● **WORK REQUEST**:
Return, from the lines below, each one that includes the word "highway".

● **EXERCISE INPUTS**:
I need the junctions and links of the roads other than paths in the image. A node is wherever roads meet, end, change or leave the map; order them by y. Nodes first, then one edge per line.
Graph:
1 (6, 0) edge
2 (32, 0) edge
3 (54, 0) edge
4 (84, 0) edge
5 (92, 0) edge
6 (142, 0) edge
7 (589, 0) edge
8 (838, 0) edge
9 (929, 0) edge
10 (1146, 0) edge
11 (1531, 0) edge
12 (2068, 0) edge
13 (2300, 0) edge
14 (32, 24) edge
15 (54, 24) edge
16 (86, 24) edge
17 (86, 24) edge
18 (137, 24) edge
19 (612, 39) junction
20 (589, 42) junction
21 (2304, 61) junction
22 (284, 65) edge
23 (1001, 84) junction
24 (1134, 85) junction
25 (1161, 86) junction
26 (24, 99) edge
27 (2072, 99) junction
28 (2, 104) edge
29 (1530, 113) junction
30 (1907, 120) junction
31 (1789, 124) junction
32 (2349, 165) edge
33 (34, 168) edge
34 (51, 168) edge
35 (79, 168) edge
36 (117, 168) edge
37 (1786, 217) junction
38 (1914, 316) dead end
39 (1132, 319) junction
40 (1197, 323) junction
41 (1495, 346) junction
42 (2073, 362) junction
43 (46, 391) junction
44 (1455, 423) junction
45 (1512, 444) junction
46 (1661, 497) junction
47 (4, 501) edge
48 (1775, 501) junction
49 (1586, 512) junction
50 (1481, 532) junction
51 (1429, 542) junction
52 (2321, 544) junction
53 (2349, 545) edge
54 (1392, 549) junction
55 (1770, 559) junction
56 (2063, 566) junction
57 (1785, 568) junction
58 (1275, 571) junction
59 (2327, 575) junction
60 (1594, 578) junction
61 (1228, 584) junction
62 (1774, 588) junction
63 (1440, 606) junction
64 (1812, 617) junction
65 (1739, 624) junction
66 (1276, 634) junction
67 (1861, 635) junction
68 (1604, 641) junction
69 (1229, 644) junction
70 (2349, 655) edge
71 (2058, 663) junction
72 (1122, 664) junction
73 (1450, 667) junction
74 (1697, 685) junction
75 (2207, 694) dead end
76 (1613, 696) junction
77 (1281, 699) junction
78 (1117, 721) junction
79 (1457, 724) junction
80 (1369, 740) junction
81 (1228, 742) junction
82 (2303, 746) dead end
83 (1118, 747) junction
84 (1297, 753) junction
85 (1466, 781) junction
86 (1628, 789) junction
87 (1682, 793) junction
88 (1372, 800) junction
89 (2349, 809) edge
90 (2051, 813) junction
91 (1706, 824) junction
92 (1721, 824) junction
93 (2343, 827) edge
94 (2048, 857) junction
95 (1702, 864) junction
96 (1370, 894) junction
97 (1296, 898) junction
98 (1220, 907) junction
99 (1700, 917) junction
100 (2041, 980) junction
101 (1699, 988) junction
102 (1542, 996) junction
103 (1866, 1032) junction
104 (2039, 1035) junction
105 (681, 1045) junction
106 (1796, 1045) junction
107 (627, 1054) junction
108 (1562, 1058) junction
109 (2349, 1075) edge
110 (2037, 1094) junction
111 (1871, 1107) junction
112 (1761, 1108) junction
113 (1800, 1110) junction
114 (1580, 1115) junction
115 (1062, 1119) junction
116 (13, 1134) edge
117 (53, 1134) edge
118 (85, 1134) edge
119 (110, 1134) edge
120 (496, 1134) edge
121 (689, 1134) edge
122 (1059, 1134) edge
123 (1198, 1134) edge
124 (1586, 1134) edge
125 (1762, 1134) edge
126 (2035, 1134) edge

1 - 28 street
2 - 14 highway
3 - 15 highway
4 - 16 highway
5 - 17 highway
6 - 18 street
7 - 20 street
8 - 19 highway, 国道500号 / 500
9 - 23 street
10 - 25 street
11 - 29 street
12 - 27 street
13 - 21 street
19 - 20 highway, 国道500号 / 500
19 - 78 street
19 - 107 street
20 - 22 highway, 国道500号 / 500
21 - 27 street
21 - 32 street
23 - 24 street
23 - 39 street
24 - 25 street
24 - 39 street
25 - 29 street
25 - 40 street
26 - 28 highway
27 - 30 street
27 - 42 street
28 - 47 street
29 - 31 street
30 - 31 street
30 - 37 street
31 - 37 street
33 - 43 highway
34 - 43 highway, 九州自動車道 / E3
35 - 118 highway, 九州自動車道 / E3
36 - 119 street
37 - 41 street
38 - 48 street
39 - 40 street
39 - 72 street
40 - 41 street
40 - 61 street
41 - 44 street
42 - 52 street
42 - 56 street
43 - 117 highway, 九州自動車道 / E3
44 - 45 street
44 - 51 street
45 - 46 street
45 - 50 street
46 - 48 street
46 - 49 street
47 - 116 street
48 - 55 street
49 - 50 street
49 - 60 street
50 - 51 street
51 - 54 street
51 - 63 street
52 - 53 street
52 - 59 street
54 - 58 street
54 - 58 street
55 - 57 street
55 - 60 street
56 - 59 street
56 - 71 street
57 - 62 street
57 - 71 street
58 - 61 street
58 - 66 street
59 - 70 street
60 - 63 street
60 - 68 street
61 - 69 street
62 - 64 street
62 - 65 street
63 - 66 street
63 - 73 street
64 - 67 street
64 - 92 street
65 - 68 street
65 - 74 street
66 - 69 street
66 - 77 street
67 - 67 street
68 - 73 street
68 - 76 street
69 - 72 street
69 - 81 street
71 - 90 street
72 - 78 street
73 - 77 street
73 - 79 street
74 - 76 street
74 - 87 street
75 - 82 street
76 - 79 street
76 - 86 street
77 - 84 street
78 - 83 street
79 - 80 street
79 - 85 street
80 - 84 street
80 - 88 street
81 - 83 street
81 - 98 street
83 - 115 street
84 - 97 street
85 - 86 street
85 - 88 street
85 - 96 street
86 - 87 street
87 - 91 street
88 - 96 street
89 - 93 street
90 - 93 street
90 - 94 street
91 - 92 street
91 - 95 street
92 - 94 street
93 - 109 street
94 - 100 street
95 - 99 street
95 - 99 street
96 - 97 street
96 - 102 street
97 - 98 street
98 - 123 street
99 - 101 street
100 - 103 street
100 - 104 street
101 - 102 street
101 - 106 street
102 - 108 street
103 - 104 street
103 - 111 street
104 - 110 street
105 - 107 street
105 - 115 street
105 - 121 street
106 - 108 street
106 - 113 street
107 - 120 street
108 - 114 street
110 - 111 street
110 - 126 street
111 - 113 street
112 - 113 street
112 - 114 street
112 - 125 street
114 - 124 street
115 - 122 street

● **TASK SOLUTION**:
2 - 14 highway
3 - 15 highway
4 - 16 highway
5 - 17 highway
8 - 19 highway, 国道500号 / 500
19 - 20 highway, 国道500号 / 500
20 - 22 highway, 国道500号 / 500
26 - 28 highway
33 - 43 highway
34 - 43 highway, 九州自動車道 / E3
35 - 118 highway, 九州自動車道 / E3
43 - 117 highway, 九州自動車道 / E3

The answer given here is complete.